The March on the Pentagon was organized by the National Mobilization Committee to End the War in Vietnam. Those who participated were met by soldiers from the 503rd Military Police Battalion, and it was at this point Harris stepped forward and started placing flowers in the M14 barrels.
The photo is seen as a symbol of the Flower Power movement, which began as a way to protest against the Vietnam War. The movement used non-violent objects, as opposed to violence, to share its opposition.
“Tank Man” (1989)
The violence in Beijing in 1989 shocked the world. The student-led protests aimed to bring democracy to China, and many held firm, despite being faced with armed troops who fired at those blocking the military advance into Tiananmen Square. On June 4, 1989, the Chinese government declared martial law and sent the People’s Liberation Army to occupy central Beijing. Thousands were killed and even more injured.

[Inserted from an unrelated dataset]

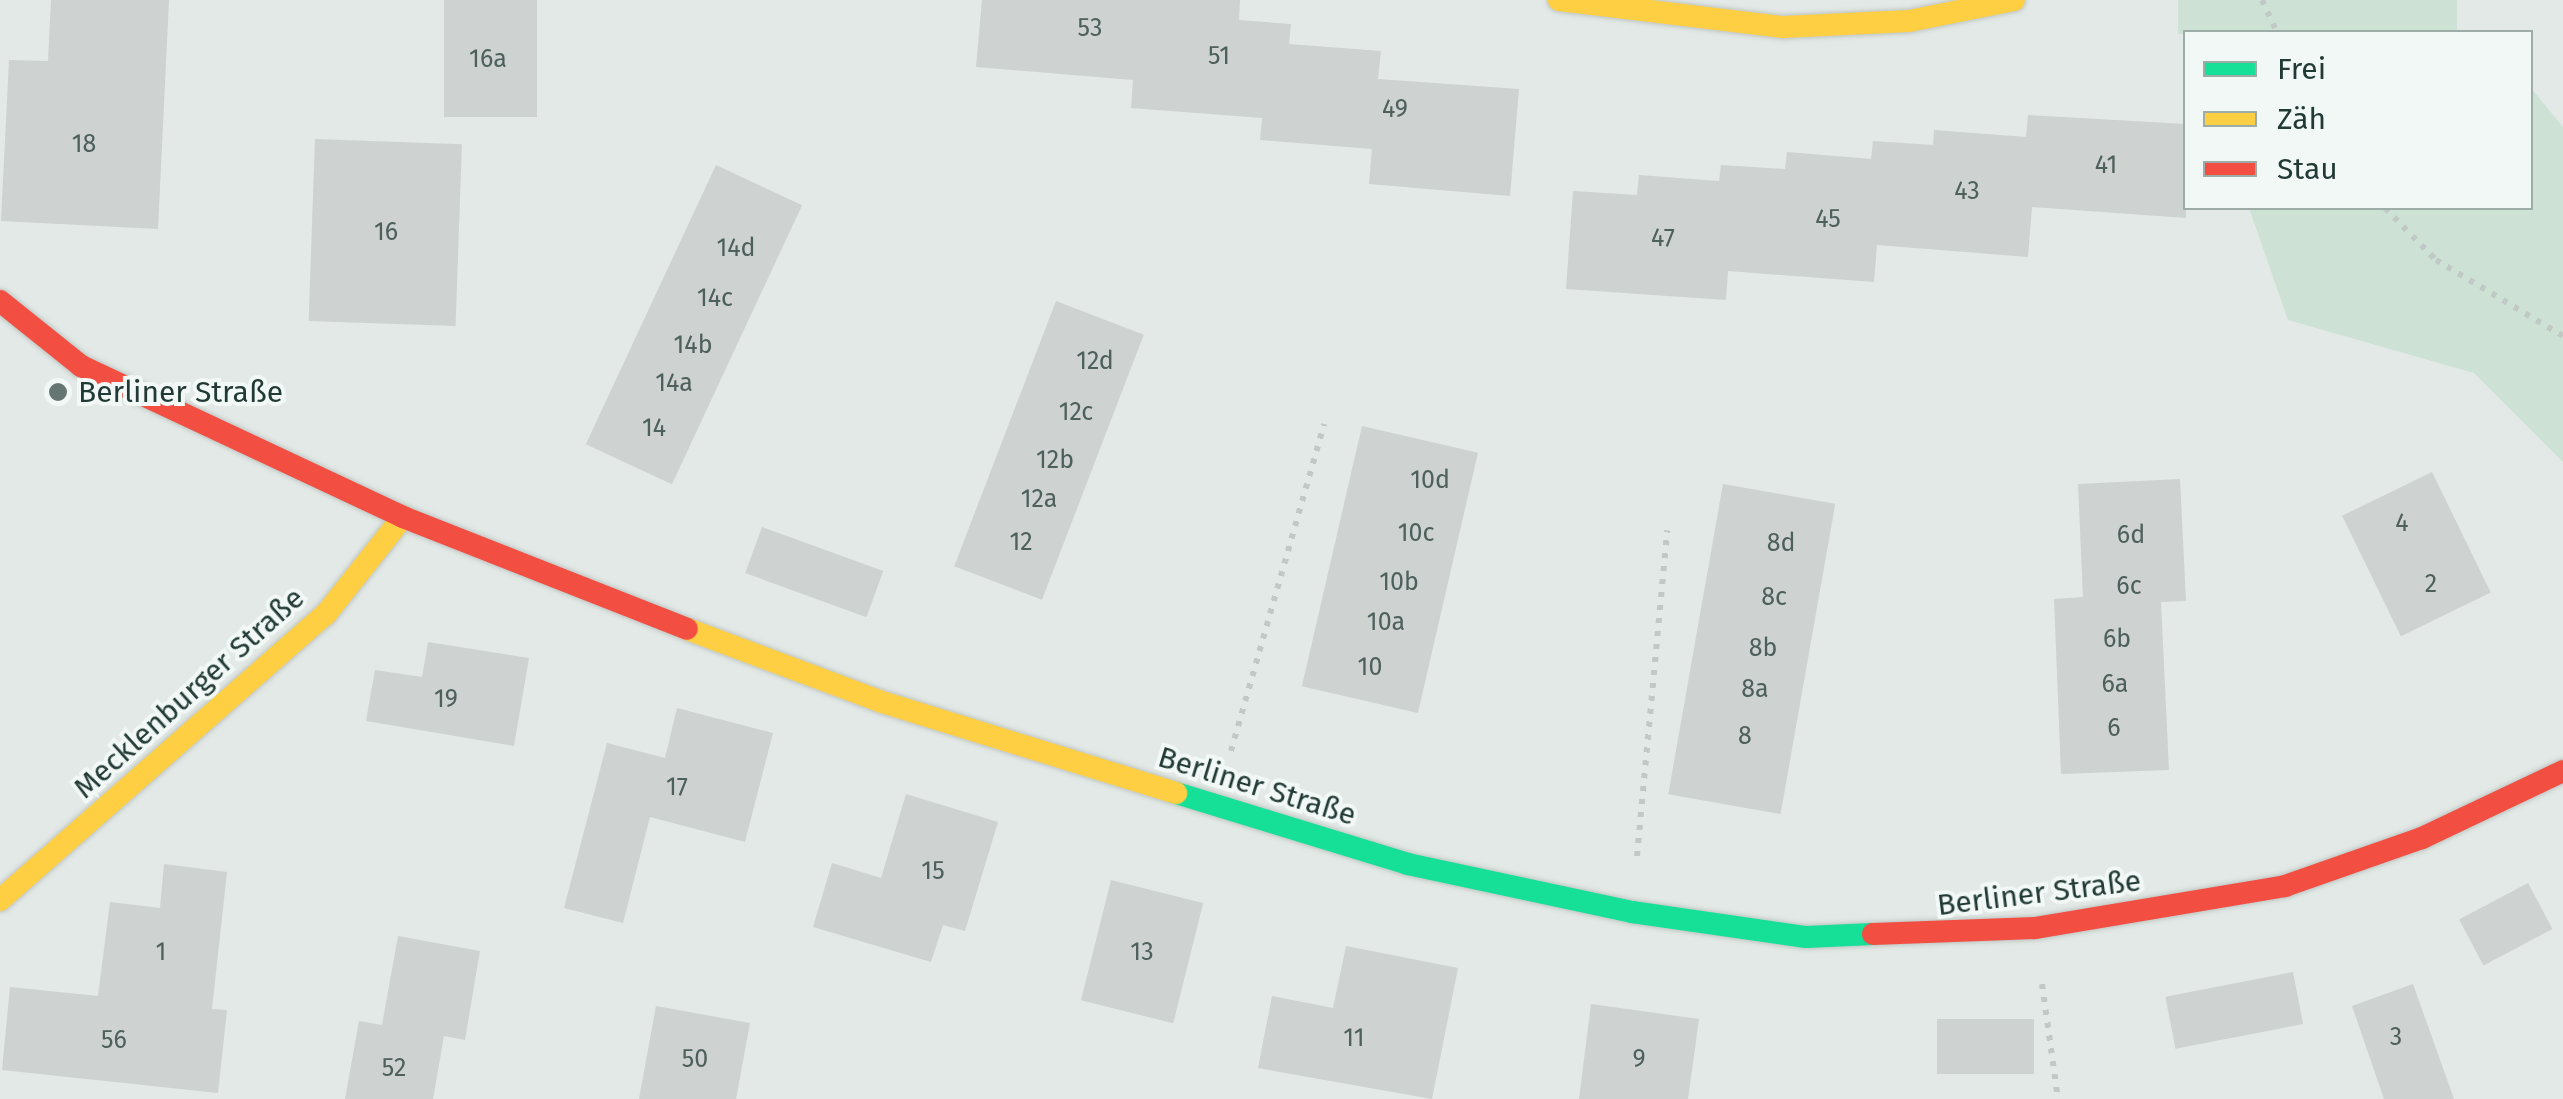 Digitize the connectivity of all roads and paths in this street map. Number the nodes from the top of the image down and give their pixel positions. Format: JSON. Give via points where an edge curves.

The most iconic image of the incident was taken the next day, when an unknown man stood in front of a row of tanks leaving Tiananmen Square. He continually shifted his position as the tanks tried to manoeuvre past him. Sadly, there is no reliable information regarding the fate of the protestor, as China has censored the image and the accompanying events.
Kuwaiti oil fires (1991)
With Iraqi forces retreating from Kuwait following the International Peacekeeping Coalition’s invasion in 1991, Saddam Hussein ordered the destruction of the country’s oil fields. It’s reported between 605 and 732 oil wells, along with an unspecified amount of oil-filled areas, were destroyed by the Iraqi military.
While the fires began in January and February 1991, the first wasn’t extinguished until April, and the last wasn’t capped until November 6. While concrete figures aren’t available, it’s believed between four and six million barrels of crude oil were burnt per day, along with between 70 and 100 million cubic meters of natural gas.
This image, taken by the US Air Force, shows F-16A, F-15C and F-15E fighter jets patrolling Kuwait during the fires. The smoke not only caused a Royal Saudi Air Force C-130H to crash, but provided the Iraqi forces a smokescreen during the Battle of Phase Line Bullet.
Liberian militia commander Joseph Duo (2003)
Joseph Duo was a militia commander loyal to the Liberian government. This image, taken by Chris Hondros, shows the moment after he grabbed his rocket launcher and fired. It detonated amid a group of rebels, causing the militia leader to leap in joy. The photo came to define the strife within Liberia.
Hondros once said, “Sometimes a picture captures things that people respond to. This is a picture of fighting that shows some of the uncomfortable realities of war. One of those is that [some] people in war enjoy it – they get a bloodlust.”
While Duo shares he was celebrating because he was defending his country, he now doesn’t like looking at the photo, saying, “It gives me the memories of war.”